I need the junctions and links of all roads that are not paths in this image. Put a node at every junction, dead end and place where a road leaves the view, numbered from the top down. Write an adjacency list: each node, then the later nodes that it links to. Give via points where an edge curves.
* * *
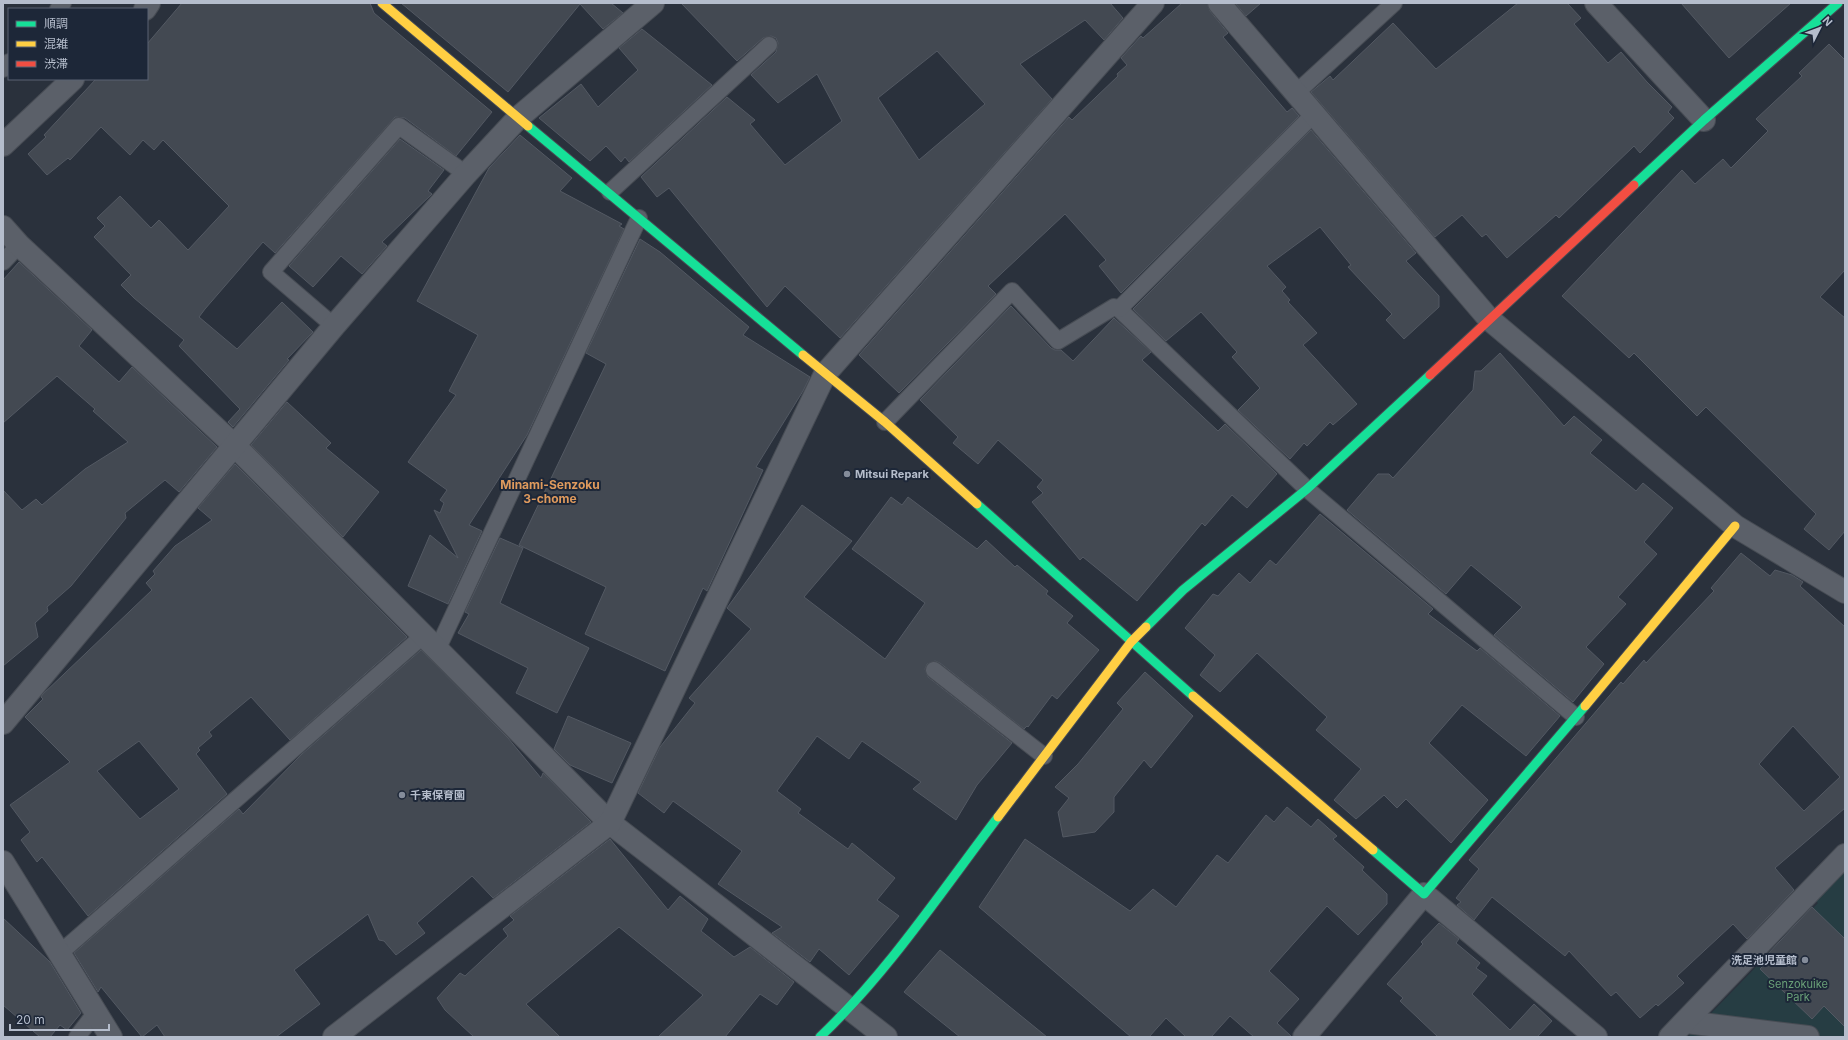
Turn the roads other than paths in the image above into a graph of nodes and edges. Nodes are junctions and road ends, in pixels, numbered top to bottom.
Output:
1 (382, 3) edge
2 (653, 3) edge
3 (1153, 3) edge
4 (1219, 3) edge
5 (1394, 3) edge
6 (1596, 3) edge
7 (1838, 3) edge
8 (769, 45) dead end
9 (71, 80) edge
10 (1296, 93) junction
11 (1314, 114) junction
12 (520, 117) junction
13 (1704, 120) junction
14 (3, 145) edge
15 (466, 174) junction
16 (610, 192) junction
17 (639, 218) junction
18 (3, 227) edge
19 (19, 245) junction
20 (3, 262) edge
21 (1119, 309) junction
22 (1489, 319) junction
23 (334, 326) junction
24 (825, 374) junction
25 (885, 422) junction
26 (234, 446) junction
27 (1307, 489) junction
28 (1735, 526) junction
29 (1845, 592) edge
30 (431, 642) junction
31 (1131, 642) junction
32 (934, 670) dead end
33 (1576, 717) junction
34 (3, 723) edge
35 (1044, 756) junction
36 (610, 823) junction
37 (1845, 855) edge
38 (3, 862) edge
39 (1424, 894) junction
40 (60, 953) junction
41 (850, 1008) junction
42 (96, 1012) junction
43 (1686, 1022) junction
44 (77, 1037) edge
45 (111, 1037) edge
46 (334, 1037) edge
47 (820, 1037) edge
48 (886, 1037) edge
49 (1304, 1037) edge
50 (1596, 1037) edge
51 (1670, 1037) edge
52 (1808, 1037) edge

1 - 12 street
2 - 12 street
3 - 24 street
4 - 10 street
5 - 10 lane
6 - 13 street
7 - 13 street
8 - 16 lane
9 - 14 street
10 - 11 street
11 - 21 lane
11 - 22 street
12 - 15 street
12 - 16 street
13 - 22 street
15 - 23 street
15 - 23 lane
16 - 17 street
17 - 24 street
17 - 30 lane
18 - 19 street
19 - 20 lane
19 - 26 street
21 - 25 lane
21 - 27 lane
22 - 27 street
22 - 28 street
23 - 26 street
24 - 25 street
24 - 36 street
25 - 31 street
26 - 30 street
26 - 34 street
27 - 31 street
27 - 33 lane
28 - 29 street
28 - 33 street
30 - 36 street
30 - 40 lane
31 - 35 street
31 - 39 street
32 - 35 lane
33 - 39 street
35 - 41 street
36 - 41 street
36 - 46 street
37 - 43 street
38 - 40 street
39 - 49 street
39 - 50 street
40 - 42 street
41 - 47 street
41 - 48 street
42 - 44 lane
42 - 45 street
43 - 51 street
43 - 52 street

Brief. If the word "image" is on a line above, return that line.

Exercise output.
I need the junctions and links of all roads that are not paths in this image. Put a node at every junction, dead end and place where a road leaves the view, numbered from the top down. Write an adjacency list: each node, then the later nodes that it links to. Give via points where an edge curves.
Turn the roads other than paths in the image above into a graph of nodes and edges. Nodes are junctions and road ends, in pixels, numbered top to bottom.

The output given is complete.